To Make More Money, Take More Risk
LinkedIn Article by Tim Williams
May 31, 2016
When creating an investment portfolio for retirement, no reasonable person would put all their money just in gold, just government bonds, or just stocks (especially in today’s economic climate). In a professional services firm, your client compensation agreements are your most important financial asset. If they are all based on the same remuneration system — just fees based on hours, for example — it means you’re not diversifying your portfolio, and by definition not maximizing your firm's profitability.
Wall Street portfolio managers are trained to optimize returns through a combination of different types and classes of investments characterized by different levels of risk. Seasoned financial advisors know that prosperous investing is dependent on assessing, leveraging, and mitigating risk.
Peter Drucker taught "All profit is derived from risk." If you want to make more money, take more risk. If you want a low-risk existence, low-risk client engagements, and low-risk compensation agreements, guess what kind of margin you'll get in return? On the other hand, if you take a conscious, deliberate approach to risk, you stand to gain in the same way you would in the way you save for retirement.
The concept of a compensation portfolio
The unfortunate truth is most firms have unconsciously followed a low-risk approach to pricing, meaning their compensation portfolios reflect a steady diet of just one thing: cost-plus agreements based on hourly rates, labor-based fees, time of staff, etc. Firms with this type of single-approach compensation portfolio operate under the illusion that if they “manage their hours” they will achieve their target profit of 20% on each client.
Firms with a more balanced approach to risk have the confidence and foresight to experiment with diverse types of client compensation agreements, however.
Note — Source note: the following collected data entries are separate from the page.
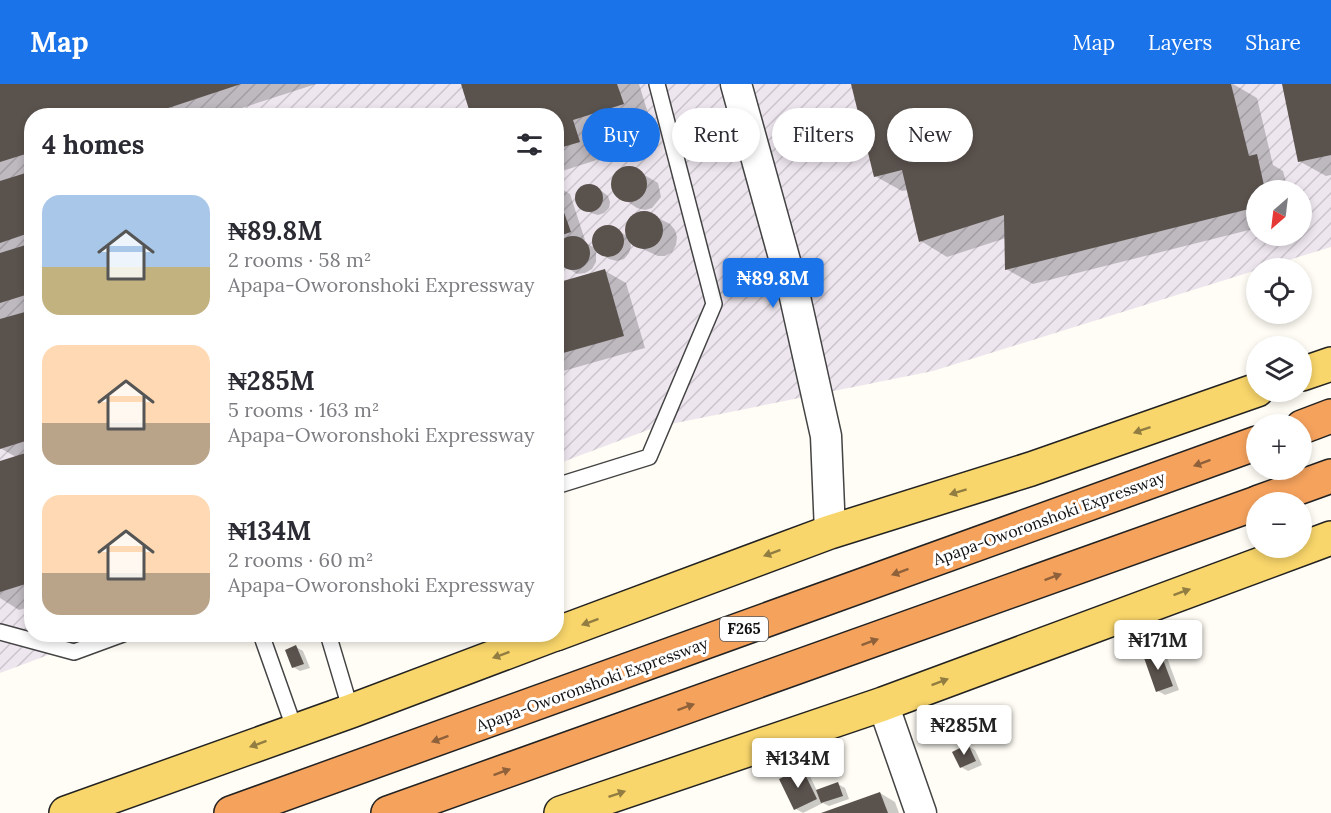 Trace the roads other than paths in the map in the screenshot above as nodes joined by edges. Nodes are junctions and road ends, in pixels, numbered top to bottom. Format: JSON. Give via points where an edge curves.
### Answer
{"nodes":[{"id":1,"x":657,"y":84,"type":"edge"},
{"id":2,"x":736,"y":84,"type":"edge"},
{"id":3,"x":1331,"y":364,"type":"edge"},
{"id":4,"x":1312,"y":371,"type":"edge"},
{"id":5,"x":1246,"y":394,"type":"edge"},
{"id":6,"x":1331,"y":416,"type":"edge"},
{"id":7,"x":1312,"y":423,"type":"edge"},
{"id":8,"x":1246,"y":447,"type":"edge"},
{"id":9,"x":1331,"y":476,"type":"edge"},
{"id":10,"x":564,"y":484,"type":"edge"},
{"id":11,"x":1288,"y":492,"type":"edge"},
{"id":12,"x":1246,"y":507,"type":"edge"},
{"id":13,"x":830,"y":532,"type":"junction"},
{"id":14,"x":1331,"y":538,"type":"edge"},
{"id":15,"x":564,"y":631,"type":"edge"},
{"id":16,"x":0,"y":632,"type":"edge"},
{"id":17,"x":24,"y":638,"type":"edge"},
{"id":18,"x":37,"y":642,"type":"edge"},
{"id":19,"x":101,"y":642,"type":"edge"},
{"id":20,"x":264,"y":642,"type":"edge"},
{"id":21,"x":330,"y":642,"type":"edge"},
{"id":22,"x":535,"y":642,"type":"edge"},
{"id":23,"x":883,"y":704,"type":"junction"},
{"id":24,"x":351,"y":711,"type":"junction"},
{"id":25,"x":295,"y":730,"type":"junction"},
{"id":26,"x":66,"y":813,"type":"edge"},
{"id":27,"x":231,"y":813,"type":"edge"},
{"id":28,"x":388,"y":813,"type":"edge"},
{"id":29,"x":561,"y":813,"type":"edge"},
{"id":30,"x":921,"y":813,"type":"edge"}],
"edges":[{"from":1,"to":10,"type":"lane","via":[[714,304],[649,457]]},
{"from":2,"to":13,"type":"street","via":[[795,297],[826,436]]},
{"from":3,"to":4,"type":"main road"},
{"from":5,"to":13,"type":"main road","one_way":true,"via":[[1031,469]]},
{"from":6,"to":7,"type":"highway"},
{"from":8,"to":27,"type":"highway","name":"Apapa-Oworonshoki Expressway","number":"F265","one_way":true},
{"from":9,"to":11,"type":"highway"},
{"from":28,"to":12,"type":"highway","one_way":true},
{"from":13,"to":15,"type":"main road","one_way":true},
{"from":23,"to":14,"type":"main road","one_way":true},
{"from":16,"to":17,"type":"lane"},
{"from":18,"to":19,"type":"lane","via":[[74,652]]},
{"from":20,"to":25,"type":"lane"},
{"from":21,"to":24,"type":"lane"},
{"from":22,"to":24,"type":"main road","one_way":true},
{"from":29,"to":23,"type":"main road","one_way":true},
{"from":23,"to":30,"type":"street"},
{"from":24,"to":25,"type":"main road"},
{"from":25,"to":26,"type":"main road","one_way":true}]}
These firms know they can expect much more variety in their margins from projects and clients, but they also know this creates the potential for above-average profits overall. Instead of obsessing over the monthly profitability of every individual project and client, they view the financial health of their firm like the health of the human body. What counts is that you're fit and healthy overall, not that every individual part of your body is in perfect condition (which of course it never is).
The idea isn't to run your pricing program like a riverboat gambler, but rather to take some calculated risks; to experiment, test and learn. The principals of the marketing firm Anomaly think of it as making a series of small bets on themselves. Partner Jason DeLand says his firm often doesn't know where 30% of its year-end revenue will come from. Not because they're poor forecasters, but because they have injected enough innovation into their various revenue agreements they don't know exactly which ones will pay above-average dividends. But it's precisely this type of compensation diversification that helps firms like this consistently earn above-average profit margins -- sometimes two or three times the industry average.
Costing is not pricing
The joke inside advertising agencies is that they should apply creativity to everything except the way they do their accounting. True enough. But accounting (a science) is not the same thing as pricing (an art), and devising creative compensation agreements is something every firm should aspire to. Merely counting your costs and turning it into a price isn't pricing; it's just costing.
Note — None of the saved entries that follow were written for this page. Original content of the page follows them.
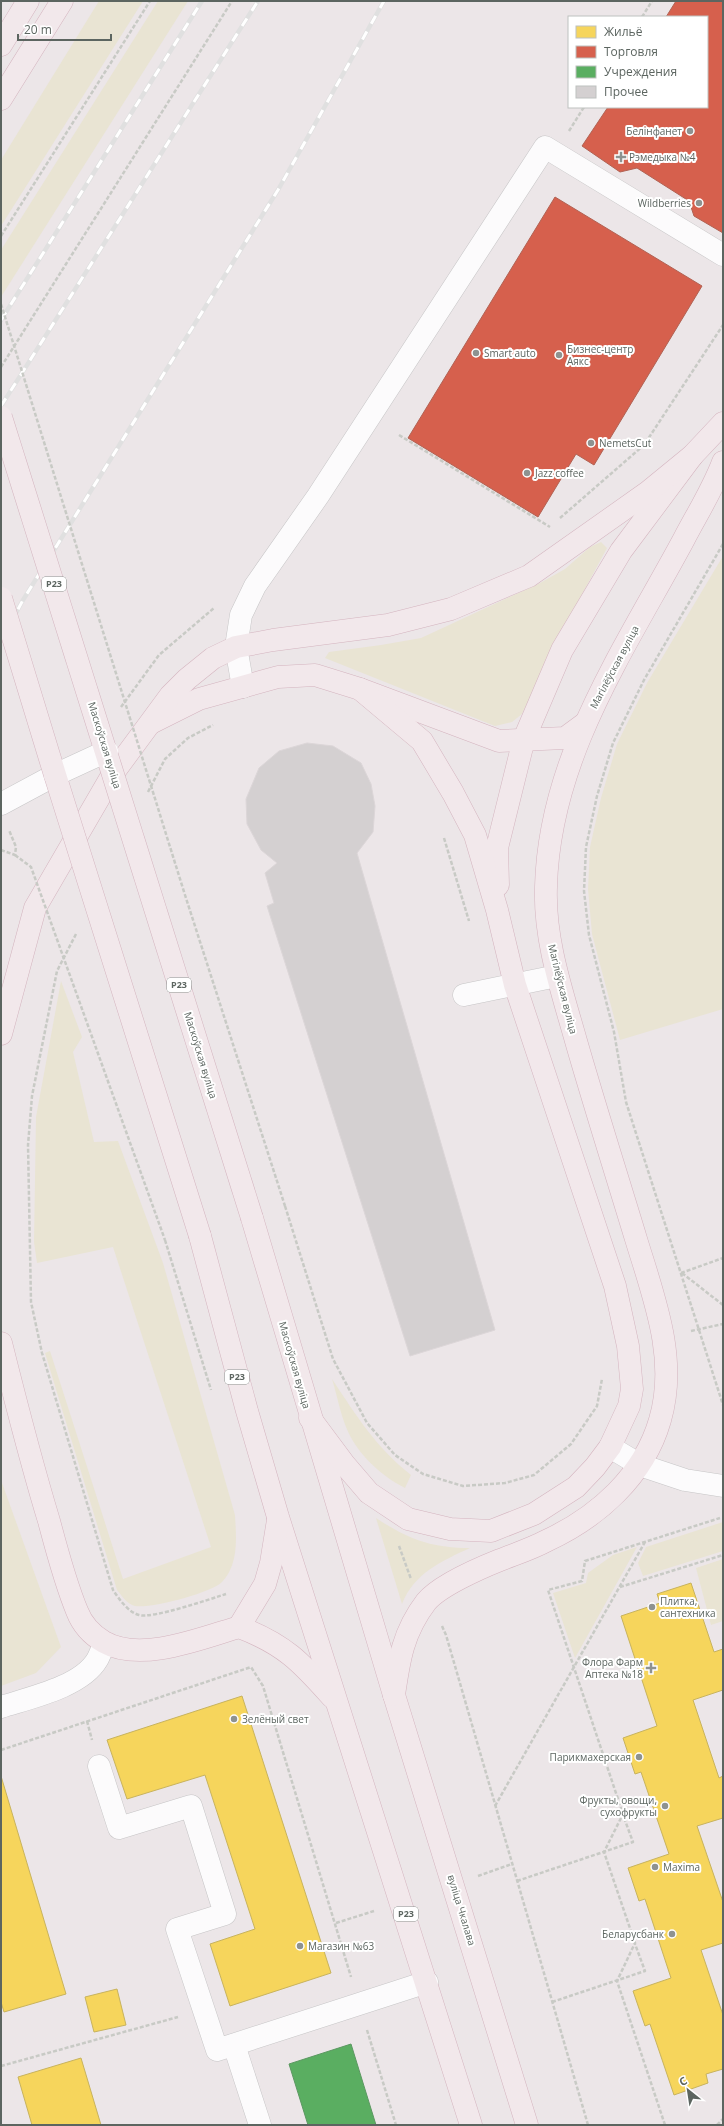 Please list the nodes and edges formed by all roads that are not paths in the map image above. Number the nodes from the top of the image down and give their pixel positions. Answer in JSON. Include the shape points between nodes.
{"nodes":[{"id":1,"x":28,"y":1,"type":"edge"},
{"id":2,"x":62,"y":1,"type":"edge"},
{"id":3,"x":1,"y":45,"type":"edge"},
{"id":4,"x":1,"y":100,"type":"edge"},
{"id":5,"x":723,"y":255,"type":"edge"},
{"id":6,"x":1,"y":417,"type":"edge"},
{"id":7,"x":723,"y":423,"type":"edge"},
{"id":8,"x":692,"y":456,"type":"junction"},
{"id":9,"x":723,"y":462,"type":"edge"},
{"id":10,"x":707,"y":495,"type":"junction"},
{"id":11,"x":1,"y":598,"type":"edge"},
{"id":12,"x":236,"y":647,"type":"junction"},
{"id":13,"x":243,"y":687,"type":"junction"},
{"id":14,"x":360,"y":689,"type":"junction"},
{"id":15,"x":151,"y":724,"type":"junction"},
{"id":16,"x":584,"y":724,"type":"junction"},
{"id":17,"x":524,"y":739,"type":"junction"},
{"id":18,"x":107,"y":751,"type":"junction"},
{"id":19,"x":55,"y":775,"type":"junction"},
{"id":20,"x":1,"y":804,"type":"edge"},
{"id":21,"x":497,"y":910,"type":"junction"},
{"id":22,"x":557,"y":976,"type":"junction"},
{"id":23,"x":515,"y":985,"type":"junction"},
{"id":24,"x":464,"y":995,"type":"dead end"},
{"id":25,"x":1,"y":1034,"type":"edge"},
{"id":26,"x":1,"y":1343,"type":"edge"},
{"id":27,"x":310,"y":1418,"type":"junction"},
{"id":28,"x":610,"y":1447,"type":"junction"},
{"id":29,"x":640,"y":1465,"type":"junction"},
{"id":30,"x":723,"y":1486,"type":"edge"},
{"id":31,"x":278,"y":1516,"type":"junction"},
{"id":32,"x":239,"y":1627,"type":"junction"},
{"id":33,"x":104,"y":1643,"type":"junction"},
{"id":34,"x":394,"y":1695,"type":"junction"},
{"id":35,"x":338,"y":1704,"type":"junction"},
{"id":36,"x":1,"y":1707,"type":"edge"},
{"id":37,"x":99,"y":1766,"type":"dead end"},
{"id":38,"x":427,"y":1982,"type":"junction"},
{"id":39,"x":234,"y":2045,"type":"junction"},
{"id":40,"x":260,"y":2125,"type":"edge"},
{"id":41,"x":471,"y":2125,"type":"edge"},
{"id":42,"x":527,"y":2125,"type":"edge"}],
"edges":[{"from":1,"to":3,"type":"main road"},
{"from":2,"to":4,"type":"main road"},
{"from":5,"to":12,"type":"street","via":[[550,150],[255,586],[241,615]]},
{"from":6,"to":18,"type":"main road","name":"Маскоўская вуліца","number":"Р23","bridge":true},
{"from":7,"to":8,"type":"main road"},
{"from":8,"to":10,"type":"main road","via":[[706,468],[710,479]]},
{"from":8,"to":12,"type":"main road","via":[[648,492],[529,576],[452,609],[388,625]]},
{"from":8,"to":17,"type":"main road","via":[[621,551],[566,643]]},
{"from":9,"to":10,"type":"main road","name":"Магілёўская вуліца"},
{"from":10,"to":16,"type":"main road","name":"Магілёўская вуліца"},
{"from":11,"to":19,"type":"main road","number":"Р23","bridge":true},
{"from":12,"to":13,"type":"street"},
{"from":12,"to":15,"type":"main road","via":[[213,658],[187,679],[170,696]]},
{"from":13,"to":14,"type":"main road","via":[[278,677],[315,675]]},
{"from":13,"to":15,"type":"main road","via":[[199,699]]},
{"from":14,"to":17,"type":"main road","via":[[499,741]]},
{"from":14,"to":21,"type":"main road","via":[[422,741],[475,835]]},
{"from":15,"to":25,"type":"main road","via":[[114,772],[35,908]]},
{"from":16,"to":17,"type":"main road","via":[[565,738]]},
{"from":16,"to":22,"type":"main road","name":"Магілёўская вуліца","via":[[561,791],[548,855],[548,927]]},
{"from":17,"to":21,"type":"main road","via":[[497,848]]},
{"from":18,"to":19,"type":"street","bridge":true},
{"from":18,"to":27,"type":"main road","name":"Маскоўская вуліца","number":"Р23","bridge":true,"via":[[252,1218]]},
{"from":19,"to":20,"type":"street"},
{"from":19,"to":31,"type":"main road","number":"Р23","bridge":true,"via":[[200,1236]]},
{"from":21,"to":23,"type":"main road"},
{"from":22,"to":23,"type":"street"},
{"from":22,"to":29,"type":"main road","name":"Магілёўская вуліца","via":[[659,1313],[668,1373],[666,1402],[656,1433]]},
{"from":23,"to":24,"type":"street"},
{"from":23,"to":28,"type":"main road","via":[[615,1286],[624,1326],[632,1388],[629,1406]]},
{"from":26,"to":33,"type":"main road","via":[[29,1455],[77,1612],[88,1629]]},
{"from":27,"to":28,"type":"main road","via":[[369,1493],[408,1519],[450,1529],[491,1531],[534,1514],[576,1487]]},
{"from":27,"to":34,"type":"main road","name":"Маскоўская вуліца","number":"Р23"},
{"from":28,"to":29,"type":"street"},
{"from":29,"to":30,"type":"street","via":[[684,1480]]},
{"from":29,"to":34,"type":"main road","name":"Магілёўская вуліца","via":[[624,1486],[602,1507],[547,1541],[475,1570],[429,1598],[401,1649]]},
{"from":31,"to":32,"type":"main road","via":[[265,1584]]},
{"from":31,"to":35,"type":"main road","number":"Р23"},
{"from":32,"to":33,"type":"main road","via":[[179,1644],[141,1651]]},
{"from":32,"to":35,"type":"main road","via":[[278,1644],[296,1658]]},
{"from":33,"to":36,"type":"street","via":[[97,1661],[82,1675],[60,1687]]},
{"from":34,"to":42,"type":"main road","name":"вуліца Чкалава","number":"Р23"},
{"from":35,"to":38,"type":"main road","number":"Р23"},
{"from":37,"to":39,"type":"street","via":[[119,1828],[191,1806],[225,1914],[177,1929],[217,2050]]},
{"from":38,"to":39,"type":"street"},
{"from":38,"to":41,"type":"main road","number":"Р23"},
{"from":39,"to":40,"type":"street"}]}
Professional pricing means crafting compensation agreements based on the value you create rather than the hours you work. Once you decide to stop selling your costs and start selling your value, it opens the door to almost unlimited revenue models. The tech industry developed the concept of "technology stacks," which refers to arrays of software solutions. Professional firms can develop "compensation stacks," a variety of ways that they can derive revenues from what they really sell: intellectual capital, not hours.